• EXERCISE PROMPT:
Please output the entries below without altering a single character.

• TASK DATA:
[Start of section]

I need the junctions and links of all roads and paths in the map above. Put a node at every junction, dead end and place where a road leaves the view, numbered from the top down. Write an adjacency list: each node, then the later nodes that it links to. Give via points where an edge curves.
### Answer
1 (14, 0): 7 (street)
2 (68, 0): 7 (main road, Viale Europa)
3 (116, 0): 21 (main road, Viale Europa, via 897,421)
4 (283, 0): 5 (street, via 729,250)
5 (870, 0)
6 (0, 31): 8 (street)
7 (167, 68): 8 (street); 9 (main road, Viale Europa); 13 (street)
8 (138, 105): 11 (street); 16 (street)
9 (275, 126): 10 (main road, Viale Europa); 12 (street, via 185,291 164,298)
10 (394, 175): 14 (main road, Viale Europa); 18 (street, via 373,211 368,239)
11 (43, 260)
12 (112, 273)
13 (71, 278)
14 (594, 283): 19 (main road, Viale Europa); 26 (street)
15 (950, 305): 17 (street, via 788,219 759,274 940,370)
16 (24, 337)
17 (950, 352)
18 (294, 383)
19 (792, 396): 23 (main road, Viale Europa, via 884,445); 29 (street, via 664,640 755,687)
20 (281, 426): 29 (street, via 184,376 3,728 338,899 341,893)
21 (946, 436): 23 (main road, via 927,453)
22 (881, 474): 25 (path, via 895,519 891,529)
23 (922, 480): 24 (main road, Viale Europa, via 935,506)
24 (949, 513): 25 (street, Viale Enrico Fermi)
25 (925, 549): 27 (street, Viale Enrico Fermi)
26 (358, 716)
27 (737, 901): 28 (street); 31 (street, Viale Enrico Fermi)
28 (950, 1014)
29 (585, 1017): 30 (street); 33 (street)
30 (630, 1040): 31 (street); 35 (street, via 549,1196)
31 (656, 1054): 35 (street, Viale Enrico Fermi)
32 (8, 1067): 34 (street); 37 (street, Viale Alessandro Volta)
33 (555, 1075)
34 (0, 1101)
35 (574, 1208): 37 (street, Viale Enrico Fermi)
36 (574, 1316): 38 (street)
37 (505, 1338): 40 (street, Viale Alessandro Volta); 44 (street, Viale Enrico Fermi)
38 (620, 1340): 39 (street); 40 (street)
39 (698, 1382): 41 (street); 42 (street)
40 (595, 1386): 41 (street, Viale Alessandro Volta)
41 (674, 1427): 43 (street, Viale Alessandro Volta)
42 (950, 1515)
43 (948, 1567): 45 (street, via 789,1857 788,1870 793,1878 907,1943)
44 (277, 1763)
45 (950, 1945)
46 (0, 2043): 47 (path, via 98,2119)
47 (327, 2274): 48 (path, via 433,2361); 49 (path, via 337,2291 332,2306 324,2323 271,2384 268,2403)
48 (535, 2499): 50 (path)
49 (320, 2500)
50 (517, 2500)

[End of section]

• EXERCISE OUTPUT:
I need the junctions and links of all roads and paths in the map above. Put a node at every junction, dead end and place where a road leaves the view, numbered from the top down. Write an adjacency list: each node, then the later nodes that it links to. Give via points where an edge curves.
### Answer
1 (14, 0): 7 (street)
2 (68, 0): 7 (main road, Viale Europa)
3 (116, 0): 21 (main road, Viale Europa, via 897,421)
4 (283, 0): 5 (street, via 729,250)
5 (870, 0)
6 (0, 31): 8 (street)
7 (167, 68): 8 (street); 9 (main road, Viale Europa); 13 (street)
8 (138, 105): 11 (street); 16 (street)
9 (275, 126): 10 (main road, Viale Europa); 12 (street, via 185,291 164,298)
10 (394, 175): 14 (main road, Viale Europa); 18 (street, via 373,211 368,239)
11 (43, 260)
12 (112, 273)
13 (71, 278)
14 (594, 283): 19 (main road, Viale Europa); 26 (street)
15 (950, 305): 17 (street, via 788,219 759,274 940,370)
16 (24, 337)
17 (950, 352)
18 (294, 383)
19 (792, 396): 23 (main road, Viale Europa, via 884,445); 29 (street, via 664,640 755,687)
20 (281, 426): 29 (street, via 184,376 3,728 338,899 341,893)
21 (946, 436): 23 (main road, via 927,453)
22 (881, 474): 25 (path, via 895,519 891,529)
23 (922, 480): 24 (main road, Viale Europa, via 935,506)
24 (949, 513): 25 (street, Viale Enrico Fermi)
25 (925, 549): 27 (street, Viale Enrico Fermi)
26 (358, 716)
27 (737, 901): 28 (street); 31 (street, Viale Enrico Fermi)
28 (950, 1014)
29 (585, 1017): 30 (street); 33 (street)
30 (630, 1040): 31 (street); 35 (street, via 549,1196)
31 (656, 1054): 35 (street, Viale Enrico Fermi)
32 (8, 1067): 34 (street); 37 (street, Viale Alessandro Volta)
33 (555, 1075)
34 (0, 1101)
35 (574, 1208): 37 (street, Viale Enrico Fermi)
36 (574, 1316): 38 (street)
37 (505, 1338): 40 (street, Viale Alessandro Volta); 44 (street, Viale Enrico Fermi)
38 (620, 1340): 39 (street); 40 (street)
39 (698, 1382): 41 (street); 42 (street)
40 (595, 1386): 41 (street, Viale Alessandro Volta)
41 (674, 1427): 43 (street, Viale Alessandro Volta)
42 (950, 1515)
43 (948, 1567): 45 (street, via 789,1857 788,1870 793,1878 907,1943)
44 (277, 1763)
45 (950, 1945)
46 (0, 2043): 47 (path, via 98,2119)
47 (327, 2274): 48 (path, via 433,2361); 49 (path, via 337,2291 332,2306 324,2323 271,2384 268,2403)
48 (535, 2499): 50 (path)
49 (320, 2500)
50 (517, 2500)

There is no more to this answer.